For instance, in the theory of just war, the government of a nation must weigh whether the harms they suffer are more than the harms that would be produced by their going to war against another nation that is harming them; the decision whether to go to war is therefore a prudential judgment.]
Mr Weigel, an author and academically qualified ethicist who has written extensively on the subject of Just War Theory was a signatory to the Project For a New American Centurary’s Statement of Principals, accompanied by the political elite of the Bush administration.

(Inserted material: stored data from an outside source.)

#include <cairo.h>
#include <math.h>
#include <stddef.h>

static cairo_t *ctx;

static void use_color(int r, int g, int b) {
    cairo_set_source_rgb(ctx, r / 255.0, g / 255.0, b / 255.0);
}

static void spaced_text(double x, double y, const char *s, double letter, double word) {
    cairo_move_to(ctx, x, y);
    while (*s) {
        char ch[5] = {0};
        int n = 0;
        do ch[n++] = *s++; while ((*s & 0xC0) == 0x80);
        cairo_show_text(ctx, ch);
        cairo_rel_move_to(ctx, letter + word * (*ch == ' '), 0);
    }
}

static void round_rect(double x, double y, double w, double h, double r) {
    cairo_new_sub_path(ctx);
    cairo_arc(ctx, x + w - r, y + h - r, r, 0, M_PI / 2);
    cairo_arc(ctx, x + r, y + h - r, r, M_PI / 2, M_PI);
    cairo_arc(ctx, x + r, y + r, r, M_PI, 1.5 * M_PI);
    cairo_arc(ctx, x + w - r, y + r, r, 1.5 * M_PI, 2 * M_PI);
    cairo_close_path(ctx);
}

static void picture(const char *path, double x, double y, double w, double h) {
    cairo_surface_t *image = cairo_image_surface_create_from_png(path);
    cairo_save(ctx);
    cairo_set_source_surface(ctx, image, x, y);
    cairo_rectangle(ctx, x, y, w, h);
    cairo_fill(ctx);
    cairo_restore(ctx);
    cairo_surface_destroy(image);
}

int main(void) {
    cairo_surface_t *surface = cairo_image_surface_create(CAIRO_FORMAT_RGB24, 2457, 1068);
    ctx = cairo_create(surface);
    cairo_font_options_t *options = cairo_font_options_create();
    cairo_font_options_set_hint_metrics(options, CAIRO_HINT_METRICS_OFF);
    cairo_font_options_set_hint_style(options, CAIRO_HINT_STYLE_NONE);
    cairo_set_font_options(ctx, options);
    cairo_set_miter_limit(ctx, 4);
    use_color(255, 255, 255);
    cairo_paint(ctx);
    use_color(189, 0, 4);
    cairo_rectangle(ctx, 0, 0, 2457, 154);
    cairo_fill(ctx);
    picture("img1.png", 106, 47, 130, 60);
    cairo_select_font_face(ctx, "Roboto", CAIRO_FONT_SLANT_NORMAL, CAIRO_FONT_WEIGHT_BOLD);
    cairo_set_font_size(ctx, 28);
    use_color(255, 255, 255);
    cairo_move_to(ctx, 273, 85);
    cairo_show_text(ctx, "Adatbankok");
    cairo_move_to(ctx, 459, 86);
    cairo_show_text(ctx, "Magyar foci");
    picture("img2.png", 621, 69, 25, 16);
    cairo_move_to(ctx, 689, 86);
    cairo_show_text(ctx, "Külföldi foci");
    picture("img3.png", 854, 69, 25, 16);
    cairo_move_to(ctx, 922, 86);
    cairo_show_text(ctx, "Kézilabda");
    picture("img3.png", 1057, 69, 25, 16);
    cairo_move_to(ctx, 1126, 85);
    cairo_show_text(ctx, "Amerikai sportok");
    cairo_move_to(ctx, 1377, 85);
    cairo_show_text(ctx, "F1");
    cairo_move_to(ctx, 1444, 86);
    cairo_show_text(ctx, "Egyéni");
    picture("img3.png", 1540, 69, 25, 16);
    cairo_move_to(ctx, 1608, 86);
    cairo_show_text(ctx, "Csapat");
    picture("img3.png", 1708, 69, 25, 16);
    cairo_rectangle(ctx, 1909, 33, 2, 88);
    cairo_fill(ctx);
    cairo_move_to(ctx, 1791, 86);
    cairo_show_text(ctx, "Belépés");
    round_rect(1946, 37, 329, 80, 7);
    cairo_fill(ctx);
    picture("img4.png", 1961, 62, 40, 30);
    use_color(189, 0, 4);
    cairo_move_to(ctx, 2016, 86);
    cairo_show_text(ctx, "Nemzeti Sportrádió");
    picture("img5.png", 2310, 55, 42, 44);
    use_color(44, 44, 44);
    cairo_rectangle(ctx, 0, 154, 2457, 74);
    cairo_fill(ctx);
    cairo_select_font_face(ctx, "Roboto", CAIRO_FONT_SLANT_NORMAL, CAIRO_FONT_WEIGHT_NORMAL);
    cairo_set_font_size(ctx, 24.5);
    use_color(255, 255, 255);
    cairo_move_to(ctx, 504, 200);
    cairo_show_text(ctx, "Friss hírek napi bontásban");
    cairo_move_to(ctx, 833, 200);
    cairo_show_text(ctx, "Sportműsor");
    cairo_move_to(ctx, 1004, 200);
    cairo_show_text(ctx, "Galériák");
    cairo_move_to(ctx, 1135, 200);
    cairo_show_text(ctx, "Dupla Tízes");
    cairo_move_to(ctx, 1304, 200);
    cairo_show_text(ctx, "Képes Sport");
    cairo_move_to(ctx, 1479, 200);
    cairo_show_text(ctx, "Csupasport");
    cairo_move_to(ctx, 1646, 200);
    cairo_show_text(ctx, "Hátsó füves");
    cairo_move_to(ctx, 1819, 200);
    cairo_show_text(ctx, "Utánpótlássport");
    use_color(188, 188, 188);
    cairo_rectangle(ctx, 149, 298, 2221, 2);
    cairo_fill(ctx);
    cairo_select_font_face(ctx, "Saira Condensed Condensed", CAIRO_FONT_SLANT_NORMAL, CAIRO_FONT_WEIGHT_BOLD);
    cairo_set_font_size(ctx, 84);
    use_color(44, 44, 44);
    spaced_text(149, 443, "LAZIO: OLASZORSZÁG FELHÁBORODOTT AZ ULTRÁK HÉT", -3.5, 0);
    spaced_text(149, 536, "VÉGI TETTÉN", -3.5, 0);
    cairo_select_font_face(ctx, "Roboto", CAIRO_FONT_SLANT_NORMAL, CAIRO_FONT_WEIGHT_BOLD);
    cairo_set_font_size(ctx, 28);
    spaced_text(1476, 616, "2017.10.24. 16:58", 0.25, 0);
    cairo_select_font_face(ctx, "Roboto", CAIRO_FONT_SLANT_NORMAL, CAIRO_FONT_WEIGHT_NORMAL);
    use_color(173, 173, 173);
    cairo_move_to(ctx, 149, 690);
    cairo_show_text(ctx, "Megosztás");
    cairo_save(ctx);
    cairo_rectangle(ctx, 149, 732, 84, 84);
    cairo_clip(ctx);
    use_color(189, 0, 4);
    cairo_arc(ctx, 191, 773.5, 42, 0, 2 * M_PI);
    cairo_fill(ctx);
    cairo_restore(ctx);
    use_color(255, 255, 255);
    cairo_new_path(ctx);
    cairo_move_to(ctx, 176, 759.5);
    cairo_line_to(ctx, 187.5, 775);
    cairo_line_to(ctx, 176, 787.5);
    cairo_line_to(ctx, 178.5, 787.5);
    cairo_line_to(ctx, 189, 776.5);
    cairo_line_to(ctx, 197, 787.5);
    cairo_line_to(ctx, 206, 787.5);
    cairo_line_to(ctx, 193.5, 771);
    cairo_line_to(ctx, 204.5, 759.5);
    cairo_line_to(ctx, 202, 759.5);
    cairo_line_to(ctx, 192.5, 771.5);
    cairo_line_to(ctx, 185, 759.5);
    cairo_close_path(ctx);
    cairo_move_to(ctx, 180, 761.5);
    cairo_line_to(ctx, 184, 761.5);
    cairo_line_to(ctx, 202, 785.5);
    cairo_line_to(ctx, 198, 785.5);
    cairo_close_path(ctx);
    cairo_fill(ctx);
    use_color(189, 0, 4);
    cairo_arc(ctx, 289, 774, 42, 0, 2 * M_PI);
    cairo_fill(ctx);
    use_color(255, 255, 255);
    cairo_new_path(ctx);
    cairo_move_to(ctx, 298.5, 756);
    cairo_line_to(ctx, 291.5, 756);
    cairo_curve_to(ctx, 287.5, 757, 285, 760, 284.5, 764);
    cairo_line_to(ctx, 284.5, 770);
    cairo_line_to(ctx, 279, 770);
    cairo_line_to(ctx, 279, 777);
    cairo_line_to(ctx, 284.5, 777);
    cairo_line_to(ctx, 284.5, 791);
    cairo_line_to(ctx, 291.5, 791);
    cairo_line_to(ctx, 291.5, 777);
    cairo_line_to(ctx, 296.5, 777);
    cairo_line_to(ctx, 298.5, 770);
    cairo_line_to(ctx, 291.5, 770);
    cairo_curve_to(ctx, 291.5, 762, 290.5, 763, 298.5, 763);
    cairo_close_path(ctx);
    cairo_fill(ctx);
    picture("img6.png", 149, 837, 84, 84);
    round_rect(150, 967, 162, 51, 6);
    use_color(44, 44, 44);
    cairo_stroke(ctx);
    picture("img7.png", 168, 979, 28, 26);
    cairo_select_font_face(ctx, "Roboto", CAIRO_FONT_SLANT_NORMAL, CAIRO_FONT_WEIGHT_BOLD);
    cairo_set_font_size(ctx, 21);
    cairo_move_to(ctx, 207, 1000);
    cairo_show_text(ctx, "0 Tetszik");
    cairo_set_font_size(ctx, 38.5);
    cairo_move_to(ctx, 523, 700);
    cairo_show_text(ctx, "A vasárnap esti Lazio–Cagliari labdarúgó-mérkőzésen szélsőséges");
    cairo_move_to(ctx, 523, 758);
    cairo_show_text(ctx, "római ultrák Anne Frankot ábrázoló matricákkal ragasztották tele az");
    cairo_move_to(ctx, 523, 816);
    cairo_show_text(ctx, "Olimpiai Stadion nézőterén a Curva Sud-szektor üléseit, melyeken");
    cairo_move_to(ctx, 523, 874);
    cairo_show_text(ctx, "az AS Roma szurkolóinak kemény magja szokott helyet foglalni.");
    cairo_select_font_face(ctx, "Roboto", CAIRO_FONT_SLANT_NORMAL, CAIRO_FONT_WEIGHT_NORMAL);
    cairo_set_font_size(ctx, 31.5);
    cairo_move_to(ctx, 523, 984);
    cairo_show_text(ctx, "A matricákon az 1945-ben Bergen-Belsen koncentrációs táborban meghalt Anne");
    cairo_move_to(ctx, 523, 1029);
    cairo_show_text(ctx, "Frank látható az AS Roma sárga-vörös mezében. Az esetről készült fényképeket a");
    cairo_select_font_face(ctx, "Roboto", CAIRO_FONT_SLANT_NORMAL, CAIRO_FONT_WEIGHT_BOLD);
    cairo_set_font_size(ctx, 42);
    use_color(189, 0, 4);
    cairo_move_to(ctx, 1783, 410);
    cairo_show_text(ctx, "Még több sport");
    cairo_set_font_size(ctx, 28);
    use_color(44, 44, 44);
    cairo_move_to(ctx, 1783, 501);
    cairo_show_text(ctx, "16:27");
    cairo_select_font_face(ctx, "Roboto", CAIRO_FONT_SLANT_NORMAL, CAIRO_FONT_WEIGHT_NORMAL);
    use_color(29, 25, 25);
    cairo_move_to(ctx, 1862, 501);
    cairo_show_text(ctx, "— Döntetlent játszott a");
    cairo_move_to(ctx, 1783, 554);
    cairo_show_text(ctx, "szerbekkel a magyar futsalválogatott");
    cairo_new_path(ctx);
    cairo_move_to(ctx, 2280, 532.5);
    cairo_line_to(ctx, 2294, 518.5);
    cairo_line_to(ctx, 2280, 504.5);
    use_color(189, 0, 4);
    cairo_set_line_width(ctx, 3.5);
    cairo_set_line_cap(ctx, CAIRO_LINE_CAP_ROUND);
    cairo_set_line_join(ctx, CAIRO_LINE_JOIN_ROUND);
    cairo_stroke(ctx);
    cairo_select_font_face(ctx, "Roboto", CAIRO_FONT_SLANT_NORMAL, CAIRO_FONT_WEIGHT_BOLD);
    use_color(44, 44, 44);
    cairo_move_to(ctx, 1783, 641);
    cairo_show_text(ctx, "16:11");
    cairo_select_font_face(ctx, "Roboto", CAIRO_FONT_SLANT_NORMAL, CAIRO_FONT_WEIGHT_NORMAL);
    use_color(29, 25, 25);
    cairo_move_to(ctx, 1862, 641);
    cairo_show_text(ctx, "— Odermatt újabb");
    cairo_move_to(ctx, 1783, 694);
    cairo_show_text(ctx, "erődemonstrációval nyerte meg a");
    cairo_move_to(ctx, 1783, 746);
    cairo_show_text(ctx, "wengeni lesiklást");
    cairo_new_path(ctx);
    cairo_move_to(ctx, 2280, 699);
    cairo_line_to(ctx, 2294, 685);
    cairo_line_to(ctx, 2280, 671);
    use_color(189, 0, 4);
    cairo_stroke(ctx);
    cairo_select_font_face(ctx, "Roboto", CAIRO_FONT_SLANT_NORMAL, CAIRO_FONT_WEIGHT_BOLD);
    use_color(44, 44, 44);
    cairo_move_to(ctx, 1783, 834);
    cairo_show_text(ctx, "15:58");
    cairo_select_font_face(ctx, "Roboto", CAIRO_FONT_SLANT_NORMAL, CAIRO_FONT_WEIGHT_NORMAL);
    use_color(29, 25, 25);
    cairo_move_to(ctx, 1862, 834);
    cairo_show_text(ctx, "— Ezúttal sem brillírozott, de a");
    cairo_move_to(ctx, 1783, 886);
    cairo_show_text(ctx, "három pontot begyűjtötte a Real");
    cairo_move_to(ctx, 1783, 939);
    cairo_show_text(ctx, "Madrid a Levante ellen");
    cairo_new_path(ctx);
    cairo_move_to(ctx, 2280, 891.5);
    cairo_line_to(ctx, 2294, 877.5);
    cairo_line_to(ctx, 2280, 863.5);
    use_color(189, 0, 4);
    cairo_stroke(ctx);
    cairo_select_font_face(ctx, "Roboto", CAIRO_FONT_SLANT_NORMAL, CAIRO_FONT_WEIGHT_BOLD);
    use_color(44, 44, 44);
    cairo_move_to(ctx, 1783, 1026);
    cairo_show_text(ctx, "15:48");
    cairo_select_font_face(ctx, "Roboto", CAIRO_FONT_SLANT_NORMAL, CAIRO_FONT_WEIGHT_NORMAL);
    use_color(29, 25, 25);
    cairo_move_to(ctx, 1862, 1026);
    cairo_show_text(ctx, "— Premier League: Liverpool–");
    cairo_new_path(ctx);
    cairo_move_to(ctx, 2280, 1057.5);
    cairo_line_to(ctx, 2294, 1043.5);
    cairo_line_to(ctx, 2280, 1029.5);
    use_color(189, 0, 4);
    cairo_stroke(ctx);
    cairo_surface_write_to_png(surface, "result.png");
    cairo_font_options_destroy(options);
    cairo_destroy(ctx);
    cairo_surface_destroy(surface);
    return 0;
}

His support for invasion of Iraq is on record, in effect a Catholic blessing of this act of war: https://www.americamagazine.org/issue/428/article/just-war-case-war
Why is Mr Weigle, a celebrated contributor of articles to CWR not the subject of serious discourse with respect to the sanctity of life?
One could mount an argument that he should be denied communion!
An ordinary and commonplace and “private thing,” says the hollow-suited and sleepwalking occupier of the White House…
When Hannah Arendt interviewed Adolf Eichmann, the captured overseer of Hitler’s “final solution” to the Jews, she found him to be “quite ordinary, commonplace, and something neither demonic nor monstrous” (Eichman in Jerusalem: A Report on the Banality of Evil, 1964).
Biden has frequently said that he personally opposes abortion but that he “won’t impose his beliefs on anyone else”, or some such blather.
Mr. President – we’re not asking you to do that, we are merely asking you to DEFEND what you say your beliefs are, and there is NO sign that you have any intention to do so.